## Stored data entries
——
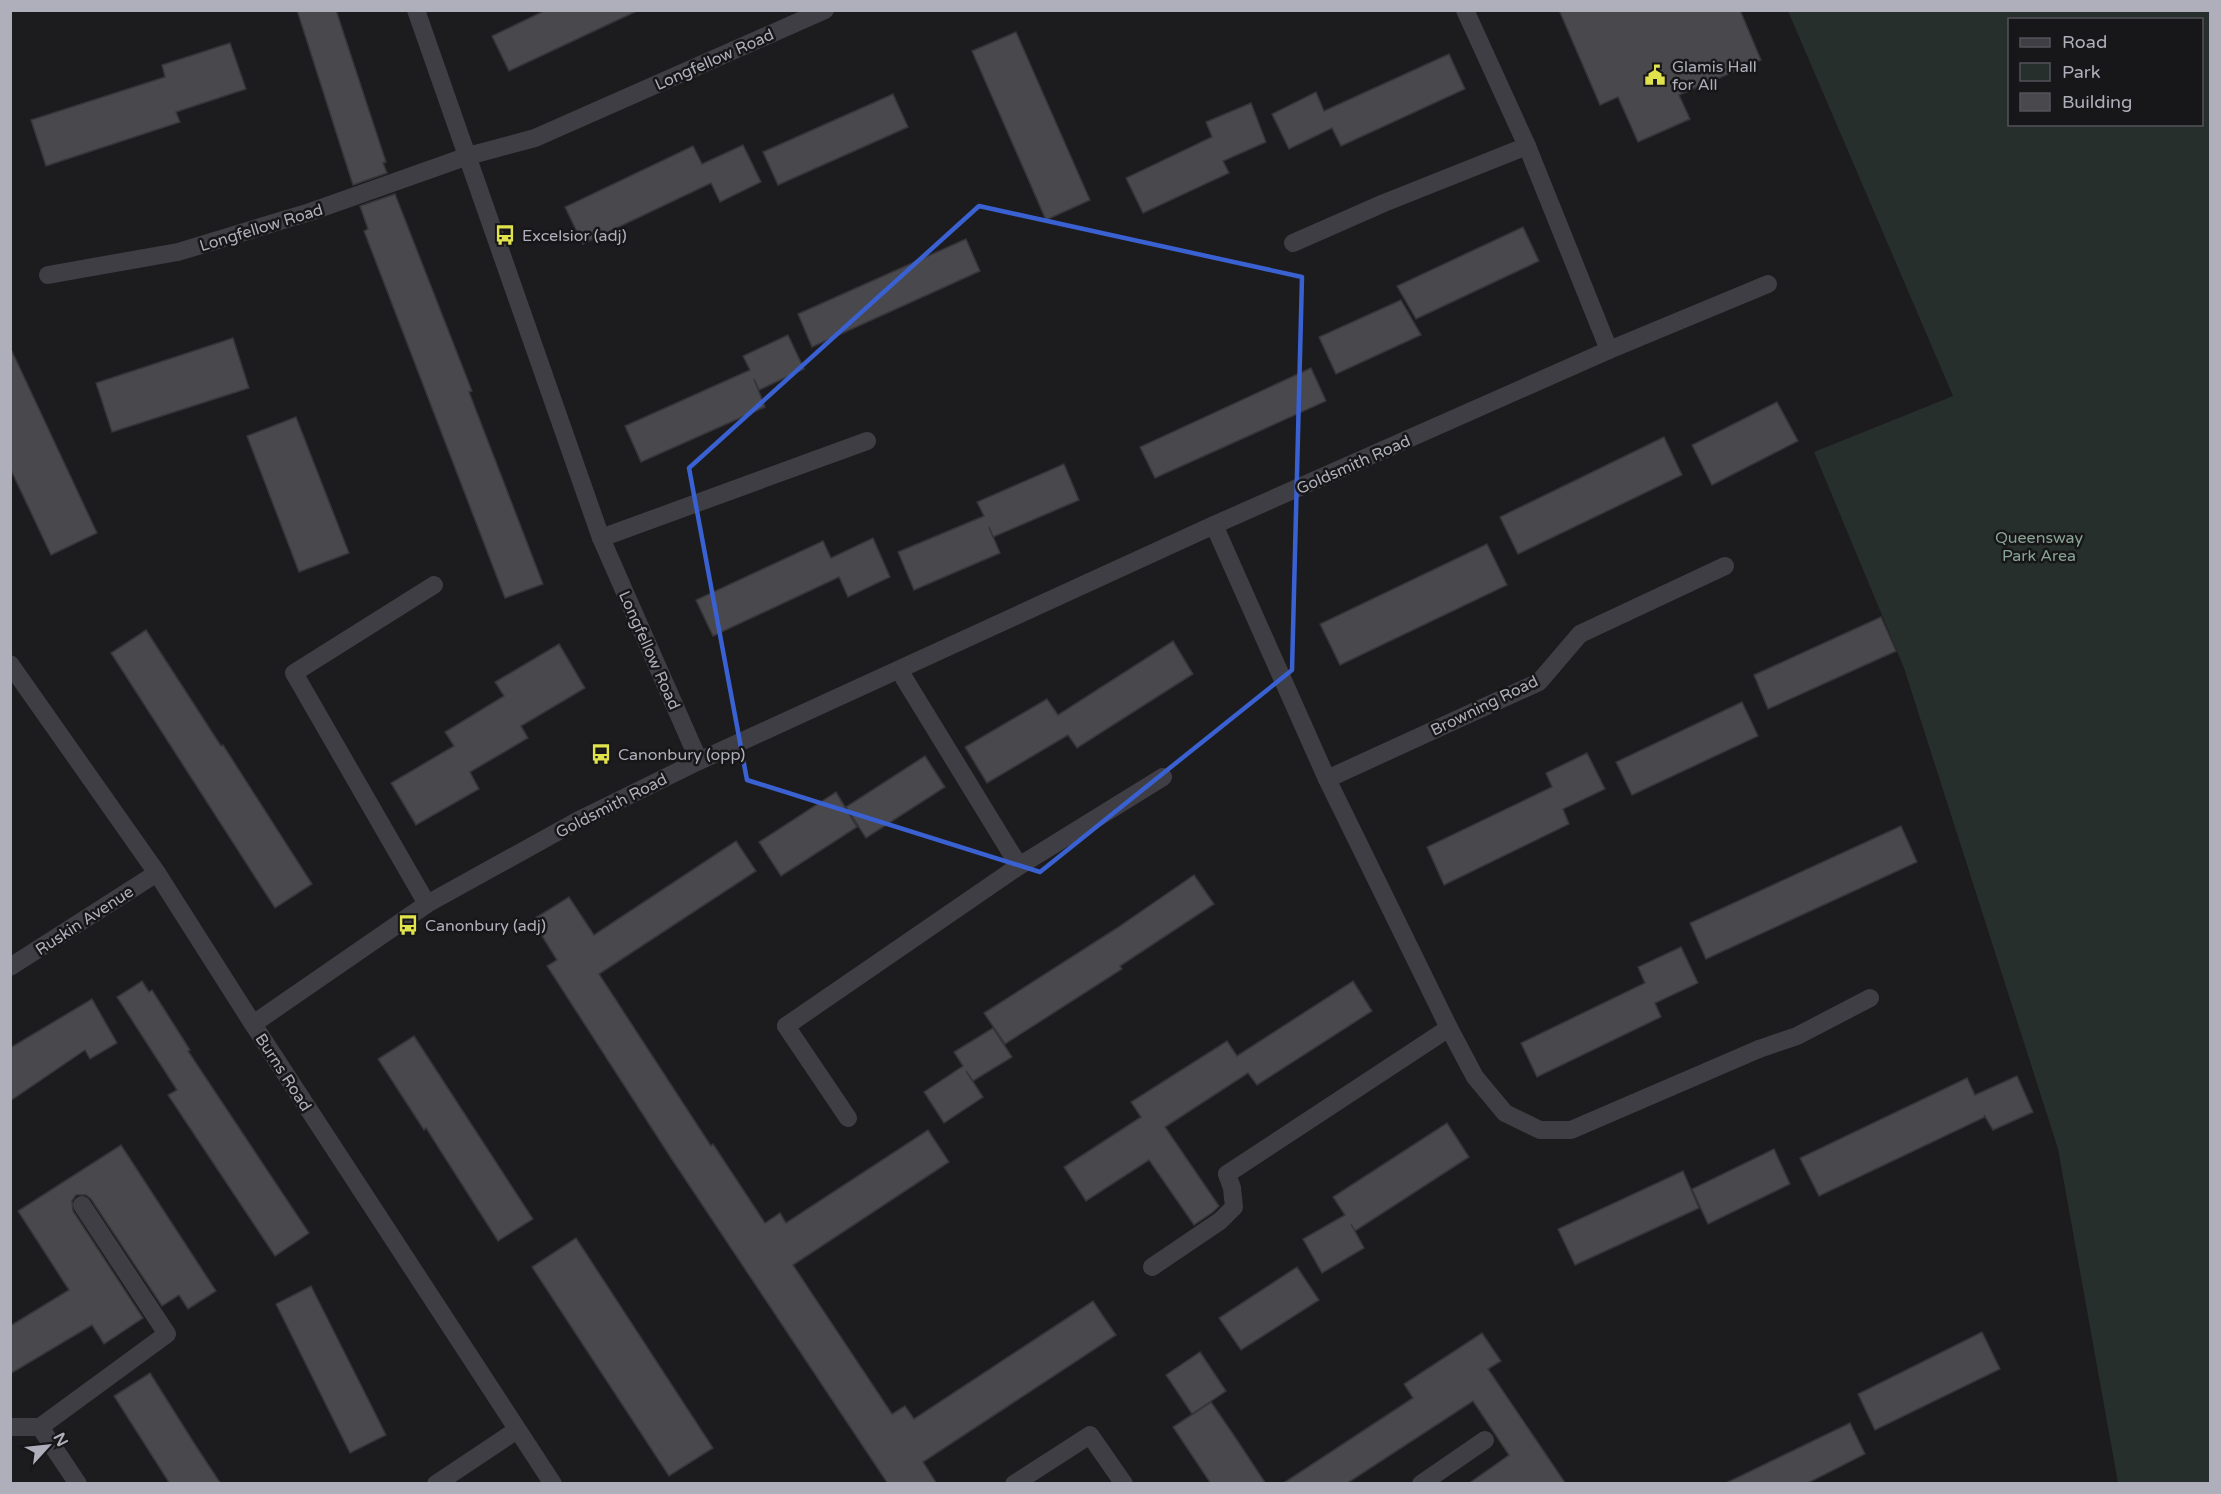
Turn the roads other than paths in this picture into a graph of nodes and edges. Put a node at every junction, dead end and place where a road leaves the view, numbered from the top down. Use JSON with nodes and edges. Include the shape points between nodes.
{"nodes":[{"id":1,"x":416,"y":10,"type":"edge"},
{"id":2,"x":825,"y":10,"type":"edge"},
{"id":3,"x":1465,"y":10,"type":"edge"},
{"id":4,"x":1527,"y":146,"type":"junction"},
{"id":5,"x":468,"y":156,"type":"junction"},
{"id":6,"x":1293,"y":243,"type":"dead end"},
{"id":7,"x":48,"y":275,"type":"dead end"},
{"id":8,"x":1768,"y":284,"type":"dead end"},
{"id":9,"x":1609,"y":350,"type":"junction"},
{"id":10,"x":867,"y":441,"type":"dead end"},
{"id":11,"x":1214,"y":525,"type":"junction"},
{"id":12,"x":601,"y":538,"type":"junction"},
{"id":13,"x":1725,"y":566,"type":"dead end"},
{"id":14,"x":434,"y":585,"type":"dead end"},
{"id":15,"x":10,"y":663,"type":"edge"},
{"id":16,"x":899,"y":670,"type":"junction"},
{"id":17,"x":699,"y":761,"type":"junction"},
{"id":18,"x":1162,"y":777,"type":"dead end"},
{"id":19,"x":1327,"y":779,"type":"junction"},
{"id":20,"x":1019,"y":866,"type":"junction"},
{"id":21,"x":157,"y":873,"type":"junction"},
{"id":22,"x":427,"y":903,"type":"junction"},
{"id":23,"x":10,"y":967,"type":"edge"},
{"id":24,"x":1870,"y":998,"type":"dead end"},
{"id":25,"x":253,"y":1024,"type":"junction"},
{"id":26,"x":1449,"y":1028,"type":"junction"},
{"id":27,"x":848,"y":1118,"type":"dead end"},
{"id":28,"x":82,"y":1206,"type":"dead end"},
{"id":29,"x":1152,"y":1267,"type":"dead end"},
{"id":30,"x":40,"y":1426,"type":"junction"},
{"id":31,"x":10,"y":1427,"type":"edge"},
{"id":32,"x":517,"y":1430,"type":"junction"},
{"id":33,"x":1485,"y":1440,"type":"dead end"},
{"id":34,"x":78,"y":1484,"type":"edge"},
{"id":35,"x":436,"y":1484,"type":"edge"},
{"id":36,"x":553,"y":1484,"type":"edge"},
{"id":37,"x":1014,"y":1484,"type":"edge"},
{"id":38,"x":1124,"y":1484,"type":"edge"},
{"id":39,"x":1421,"y":1484,"type":"edge"}],
"edges":[{"from":1,"to":5,"type":"street","name":"Longfellow Road"},
{"from":2,"to":5,"type":"street","name":"Longfellow Road","via":[[535,138]]},
{"from":3,"to":4,"type":"street"},
{"from":4,"to":6,"type":"street"},
{"from":4,"to":9,"type":"street"},
{"from":5,"to":7,"type":"street","name":"Longfellow Road","via":[[310,212],[178,252]]},
{"from":5,"to":12,"type":"street","name":"Longfellow Road"},
{"from":8,"to":9,"type":"street","name":"Goldsmith Road"},
{"from":9,"to":11,"type":"street","name":"Goldsmith Road"},
{"from":10,"to":12,"type":"street"},
{"from":11,"to":16,"type":"street","name":"Goldsmith Road"},
{"from":11,"to":19,"type":"street"},
{"from":12,"to":17,"type":"street","name":"Longfellow Road"},
{"from":13,"to":19,"type":"street","name":"Browning Road","via":[[1580,634],[1539,682]]},
{"from":14,"to":22,"type":"street","via":[[294,673]]},
{"from":15,"to":21,"type":"street","name":"Burns Road"},
{"from":16,"to":17,"type":"street","name":"Goldsmith Road"},
{"from":16,"to":20,"type":"street"},
{"from":17,"to":22,"type":"street","name":"Goldsmith Road","via":[[577,821]]},
{"from":18,"to":20,"type":"street"},
{"from":19,"to":26,"type":"street"},
{"from":20,"to":27,"type":"street","via":[[786,1026]]},
{"from":21,"to":23,"type":"street","name":"Ruskin Avenue"},
{"from":21,"to":25,"type":"street","name":"Burns Road"},
{"from":22,"to":25,"type":"street","name":"Goldsmith Road"},
{"from":24,"to":26,"type":"street","via":[[1797,1036],[1571,1130],[1540,1130],[1505,1113],[1475,1077]]},
{"from":25,"to":32,"type":"street","name":"Burns Road"},
{"from":26,"to":29,"type":"street","via":[[1227,1174],[1234,1207],[1220,1221]]},
{"from":28,"to":30,"type":"street","via":[[167,1334]]},
{"from":30,"to":31,"type":"street"},
{"from":30,"to":34,"type":"street"},
{"from":32,"to":35,"type":"street"},
{"from":32,"to":36,"type":"street","name":"Burns Road"},
{"from":33,"to":39,"type":"street"},
{"from":37,"to":38,"type":"street","via":[[1090,1435]]}]}
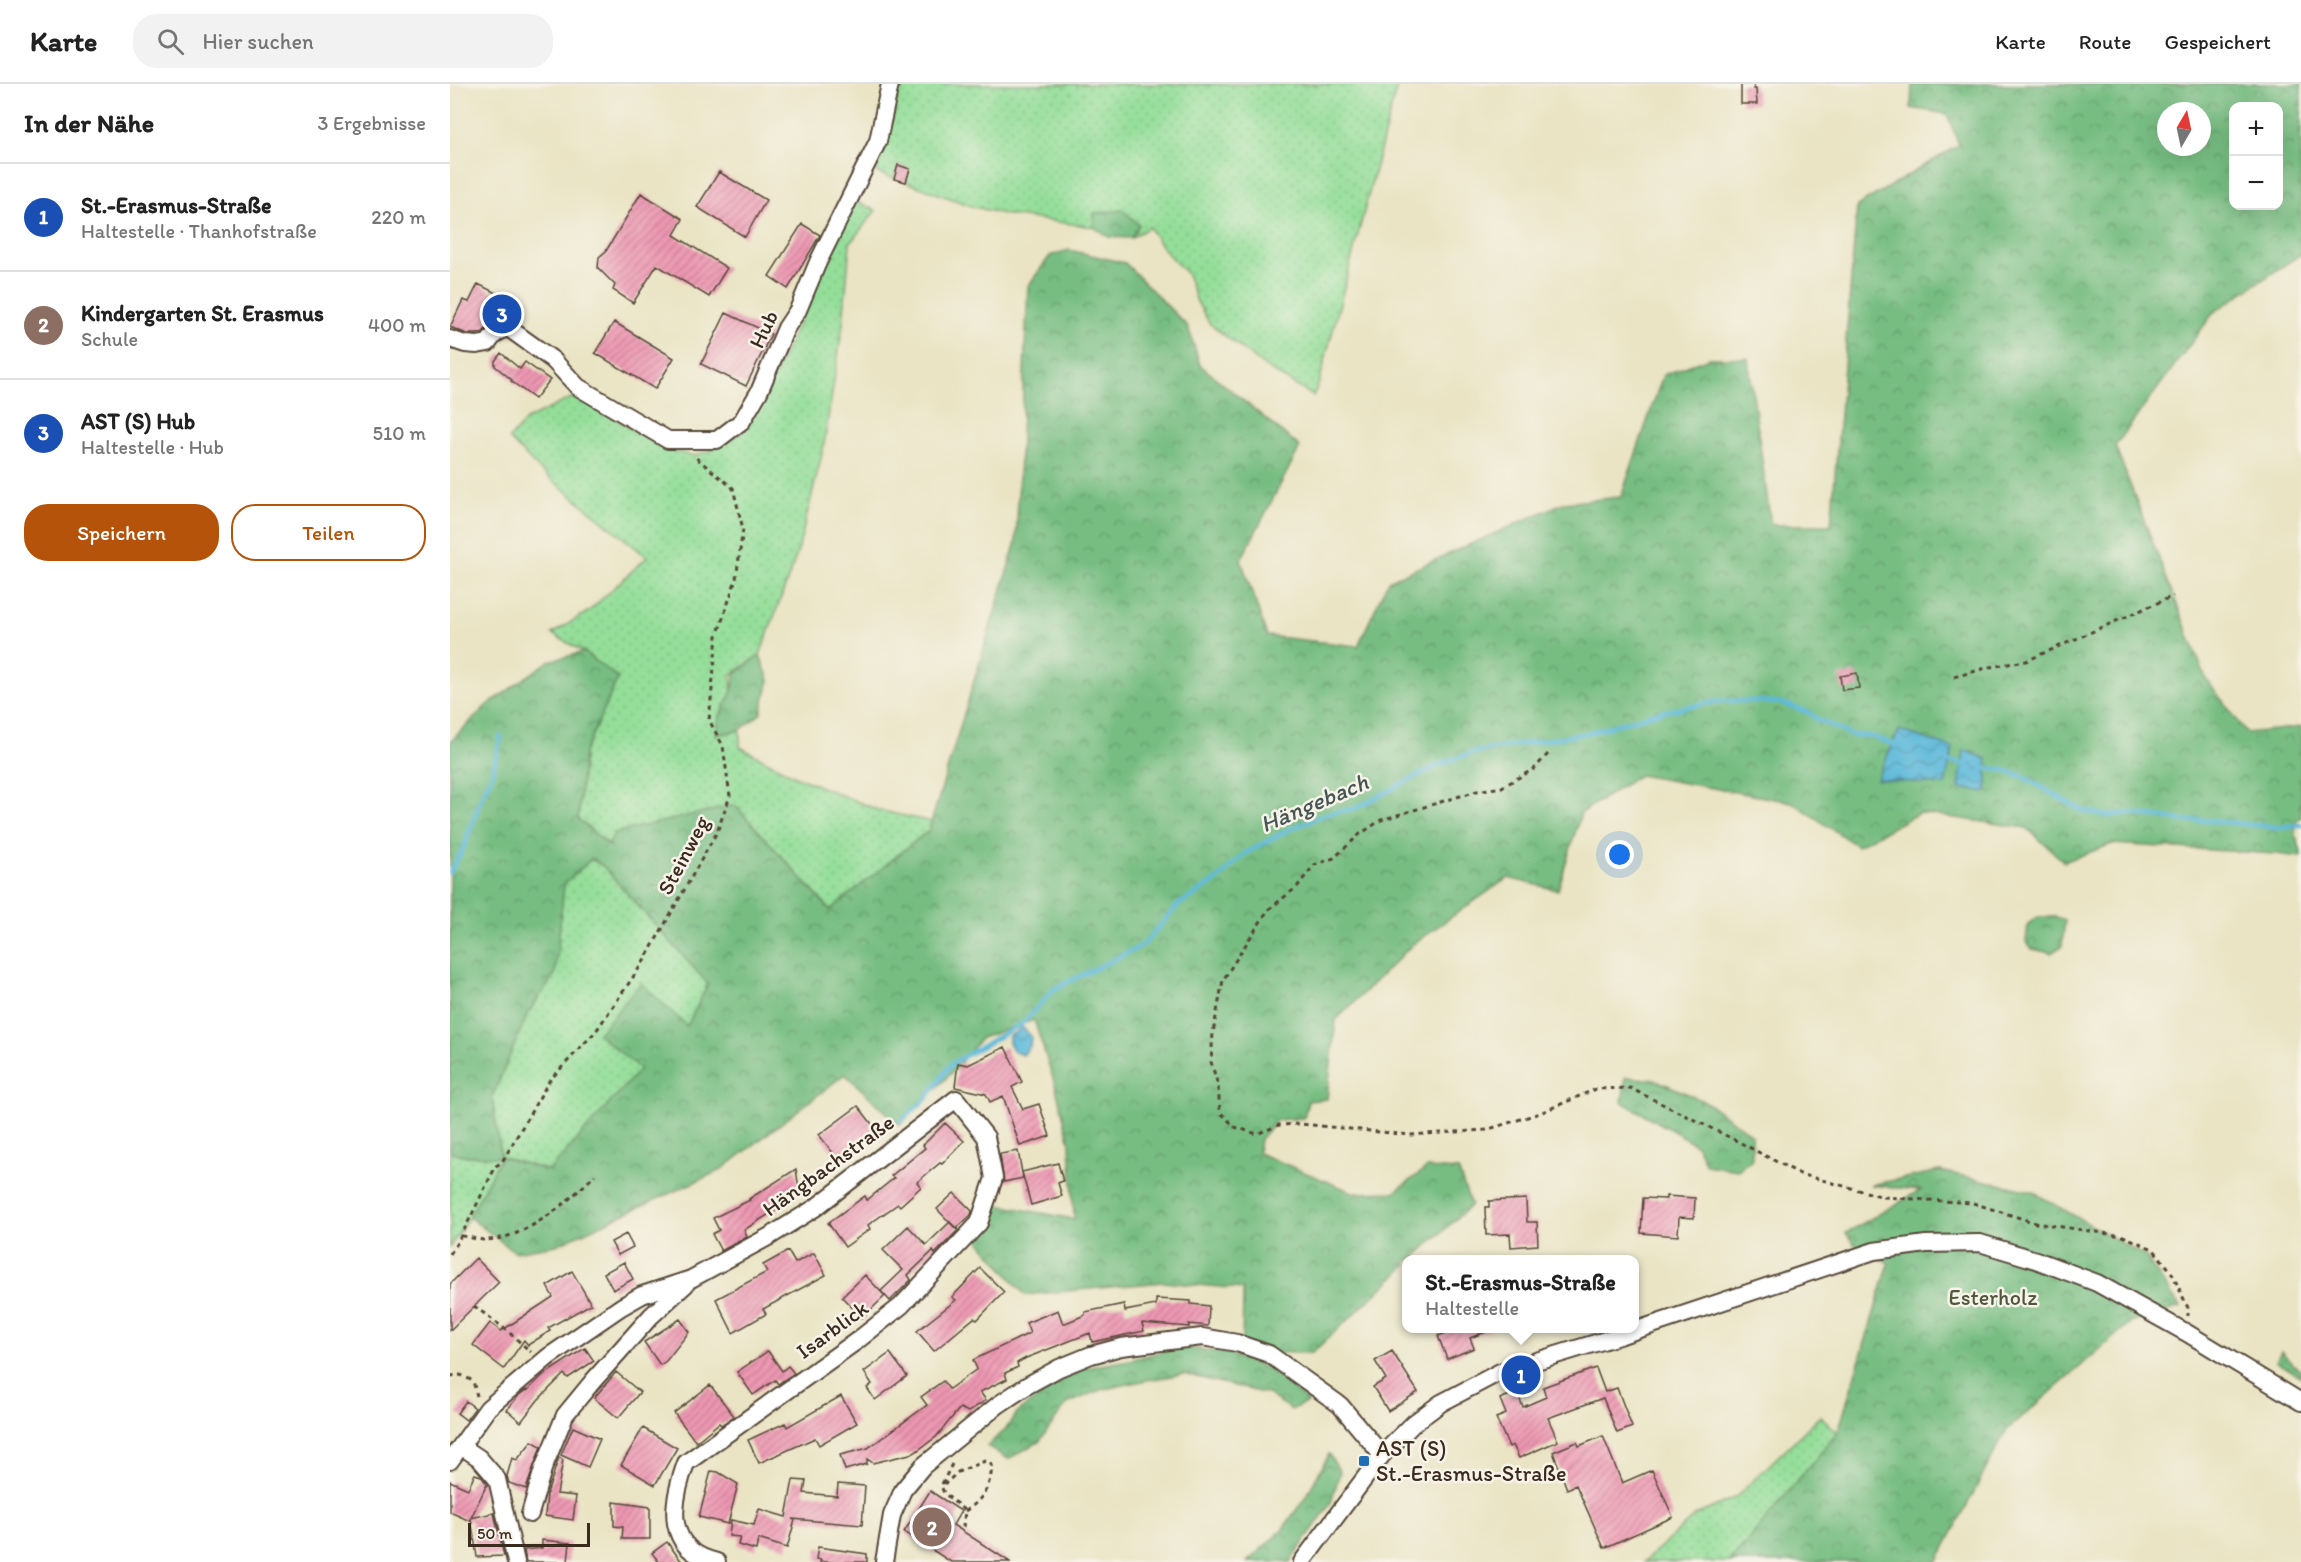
——
## Task requirements
Return all of the entries exactly as written, but drop any pictures they hold.

## Completed exercise
Turn the roads other than paths in this picture into a graph of nodes and edges. Put a node at every junction, dead end and place where a road leaves the view, numbered from the top down. Use JSON with nodes and edges. Include the shape points between nodes.
{"nodes":[{"id":1,"x":416,"y":10,"type":"edge"},
{"id":2,"x":825,"y":10,"type":"edge"},
{"id":3,"x":1465,"y":10,"type":"edge"},
{"id":4,"x":1527,"y":146,"type":"junction"},
{"id":5,"x":468,"y":156,"type":"junction"},
{"id":6,"x":1293,"y":243,"type":"dead end"},
{"id":7,"x":48,"y":275,"type":"dead end"},
{"id":8,"x":1768,"y":284,"type":"dead end"},
{"id":9,"x":1609,"y":350,"type":"junction"},
{"id":10,"x":867,"y":441,"type":"dead end"},
{"id":11,"x":1214,"y":525,"type":"junction"},
{"id":12,"x":601,"y":538,"type":"junction"},
{"id":13,"x":1725,"y":566,"type":"dead end"},
{"id":14,"x":434,"y":585,"type":"dead end"},
{"id":15,"x":10,"y":663,"type":"edge"},
{"id":16,"x":899,"y":670,"type":"junction"},
{"id":17,"x":699,"y":761,"type":"junction"},
{"id":18,"x":1162,"y":777,"type":"dead end"},
{"id":19,"x":1327,"y":779,"type":"junction"},
{"id":20,"x":1019,"y":866,"type":"junction"},
{"id":21,"x":157,"y":873,"type":"junction"},
{"id":22,"x":427,"y":903,"type":"junction"},
{"id":23,"x":10,"y":967,"type":"edge"},
{"id":24,"x":1870,"y":998,"type":"dead end"},
{"id":25,"x":253,"y":1024,"type":"junction"},
{"id":26,"x":1449,"y":1028,"type":"junction"},
{"id":27,"x":848,"y":1118,"type":"dead end"},
{"id":28,"x":82,"y":1206,"type":"dead end"},
{"id":29,"x":1152,"y":1267,"type":"dead end"},
{"id":30,"x":40,"y":1426,"type":"junction"},
{"id":31,"x":10,"y":1427,"type":"edge"},
{"id":32,"x":517,"y":1430,"type":"junction"},
{"id":33,"x":1485,"y":1440,"type":"dead end"},
{"id":34,"x":78,"y":1484,"type":"edge"},
{"id":35,"x":436,"y":1484,"type":"edge"},
{"id":36,"x":553,"y":1484,"type":"edge"},
{"id":37,"x":1014,"y":1484,"type":"edge"},
{"id":38,"x":1124,"y":1484,"type":"edge"},
{"id":39,"x":1421,"y":1484,"type":"edge"}],
"edges":[{"from":1,"to":5,"type":"street","name":"Longfellow Road"},
{"from":2,"to":5,"type":"street","name":"Longfellow Road","via":[[535,138]]},
{"from":3,"to":4,"type":"street"},
{"from":4,"to":6,"type":"street"},
{"from":4,"to":9,"type":"street"},
{"from":5,"to":7,"type":"street","name":"Longfellow Road","via":[[310,212],[178,252]]},
{"from":5,"to":12,"type":"street","name":"Longfellow Road"},
{"from":8,"to":9,"type":"street","name":"Goldsmith Road"},
{"from":9,"to":11,"type":"street","name":"Goldsmith Road"},
{"from":10,"to":12,"type":"street"},
{"from":11,"to":16,"type":"street","name":"Goldsmith Road"},
{"from":11,"to":19,"type":"street"},
{"from":12,"to":17,"type":"street","name":"Longfellow Road"},
{"from":13,"to":19,"type":"street","name":"Browning Road","via":[[1580,634],[1539,682]]},
{"from":14,"to":22,"type":"street","via":[[294,673]]},
{"from":15,"to":21,"type":"street","name":"Burns Road"},
{"from":16,"to":17,"type":"street","name":"Goldsmith Road"},
{"from":16,"to":20,"type":"street"},
{"from":17,"to":22,"type":"street","name":"Goldsmith Road","via":[[577,821]]},
{"from":18,"to":20,"type":"street"},
{"from":19,"to":26,"type":"street"},
{"from":20,"to":27,"type":"street","via":[[786,1026]]},
{"from":21,"to":23,"type":"street","name":"Ruskin Avenue"},
{"from":21,"to":25,"type":"street","name":"Burns Road"},
{"from":22,"to":25,"type":"street","name":"Goldsmith Road"},
{"from":24,"to":26,"type":"street","via":[[1797,1036],[1571,1130],[1540,1130],[1505,1113],[1475,1077]]},
{"from":25,"to":32,"type":"street","name":"Burns Road"},
{"from":26,"to":29,"type":"street","via":[[1227,1174],[1234,1207],[1220,1221]]},
{"from":28,"to":30,"type":"street","via":[[167,1334]]},
{"from":30,"to":31,"type":"street"},
{"from":30,"to":34,"type":"street"},
{"from":32,"to":35,"type":"street"},
{"from":32,"to":36,"type":"street","name":"Burns Road"},
{"from":33,"to":39,"type":"street"},
{"from":37,"to":38,"type":"street","via":[[1090,1435]]}]}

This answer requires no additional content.